Religious believers are accustomed to being accused as perpetrators of intolerance and violence, and there is enough truth to such charges to take them to heart. At the same time it should be recognized that what is called religious strife is usually only partly that. The "religious wars" of the sixteenth and seventeenth centuries were at least as much about politics, with, for example, Catholic France supporting German Protestants in order to weaken the Catholic German emperor. Today it would be extremely simplistic to think that religion is all that fuels the strife in Northern Ireland or the Near East.

However, religion does posses a peculiar potentiality for "extremism", because it has to do with extreme things. We might manage to compromise a boundary dispute, for example, but how can we compromise the will of God?

Critics cluck their tongues and note the contradiction whereby religion, which is supposed to be based on love, has the potential to turn into strife and hatred. The critics do not note the close parallel to the family, where love can so easily turn into hate.

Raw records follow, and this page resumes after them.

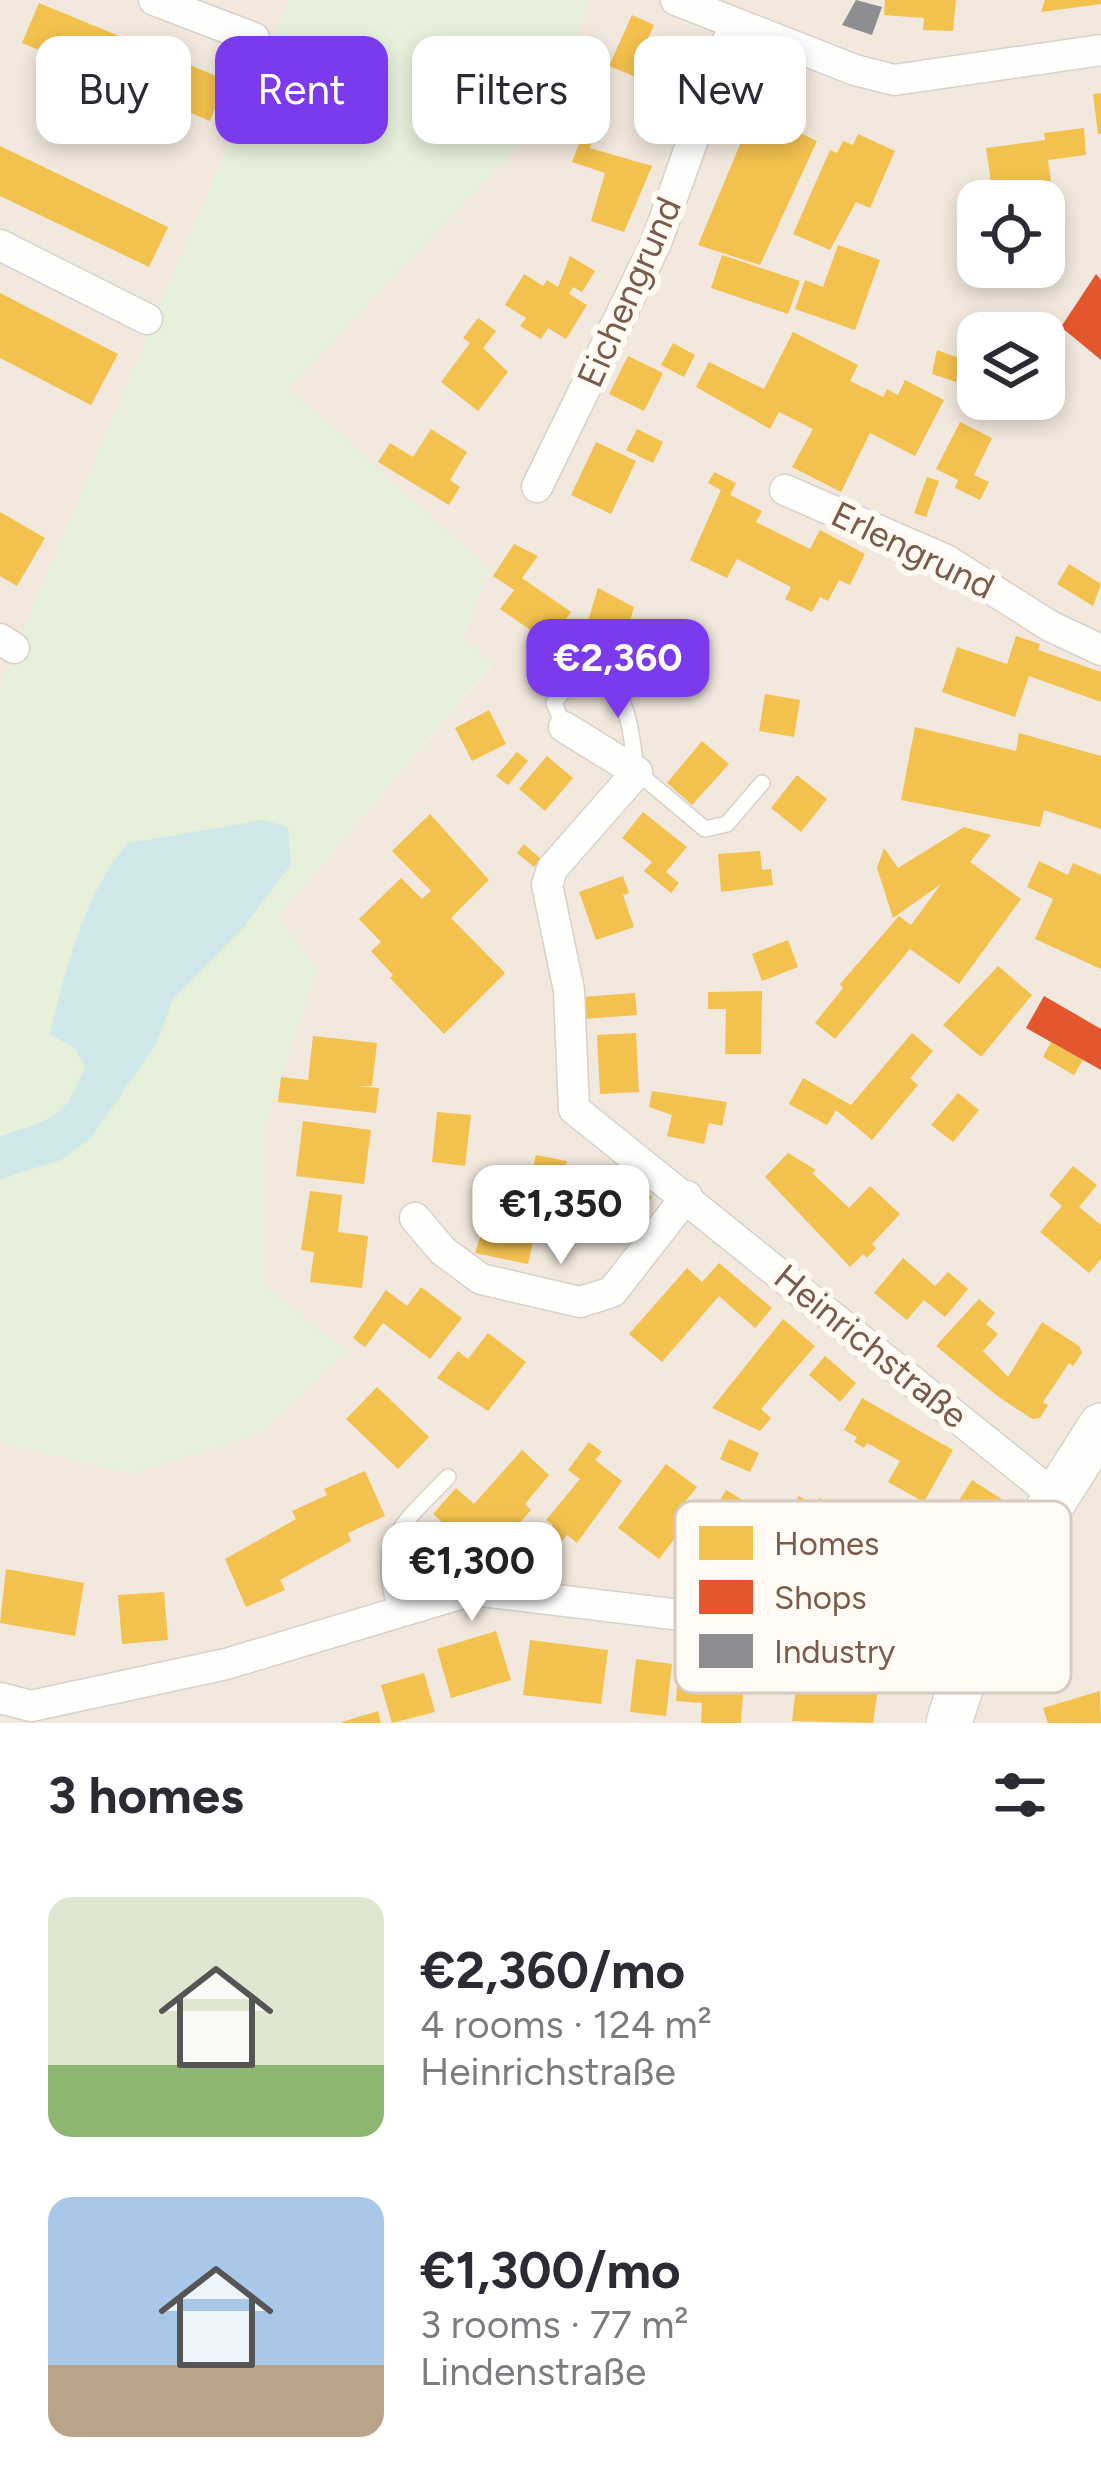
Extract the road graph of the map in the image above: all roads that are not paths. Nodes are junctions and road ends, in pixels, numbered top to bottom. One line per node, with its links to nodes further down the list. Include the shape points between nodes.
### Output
1 (154, 0): 4 (street)
2 (676, 0): 3 (street)
3 (734, 25): 5 (street, via 894,80); 8 (street, Eichengrund, via 656,244)
4 (249, 36)
5 (1101, 50)
6 (0, 245): 7 (street)
7 (147, 319)
8 (537, 487)
9 (785, 490): 10 (street, Erlengrund, via 946,560)
10 (1101, 650)
11 (563, 727): 12 (street); 12 (lane, via 554,704 578,670 598,673 624,697)
12 (637, 772): 13 (lane, via 705,830 727,824); 14 (street, Heinrichstraße, via 552,869 547,885 569,991 570,1097 574,1109)
13 (762, 783)
14 (687, 1196): 15 (street, via 612,1292 580,1302 481,1279 442,1252); 18 (street, Heinrichstraße)
15 (415, 1217)
16 (1101, 1426): 18 (street)
17 (448, 1477): 20 (lane, via 387,1550)
18 (1056, 1497): 19 (street)
19 (1053, 1501)
20 (396, 1610): 21 (street, via 473,1590); 23 (street, via 226,1664 31,1706)
21 (675, 1614)
22 (958, 1693): 24 (street)
23 (0, 1698)
24 (949, 1723)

But the dangers of strife and fanaticism come from the very nature of religion itself, which deals with ultimate things. In a sense people ought to be more ready to fight over religious dogma than over disputed territory, because religious dogma has to do with the highest and most important truths. (It requires some kind of divine revelation to teach us that we should not kill one another over religious dogma.)

The terrorism which manifested itself on September 11 has of course started a whole new round of alarmed warnings about the dangers of religious fanaticism, with some secularists professing to see no significant difference between Osama Bin Laden on the one hand and Jerry Falwell and the pro-life movement on the other. Thus, we are warned, the extirpation of all forms of religious intensity is what we must do to achieve social peace. In this secularist world, saying that one disapproves of homosexuality, for example, is equated with bombing the World Trade Center.

We can all agree on the need to end the kind of religion which does issue in violence and hatred. But, as the secularists point out, all real religion has that potential, in the same way that deep love between a man and a woman has the potential of leading to murderous jealousy. Thus many secularists in effect now call for an end to religion completely, something they have been predicting for a long time but which so far has not happened.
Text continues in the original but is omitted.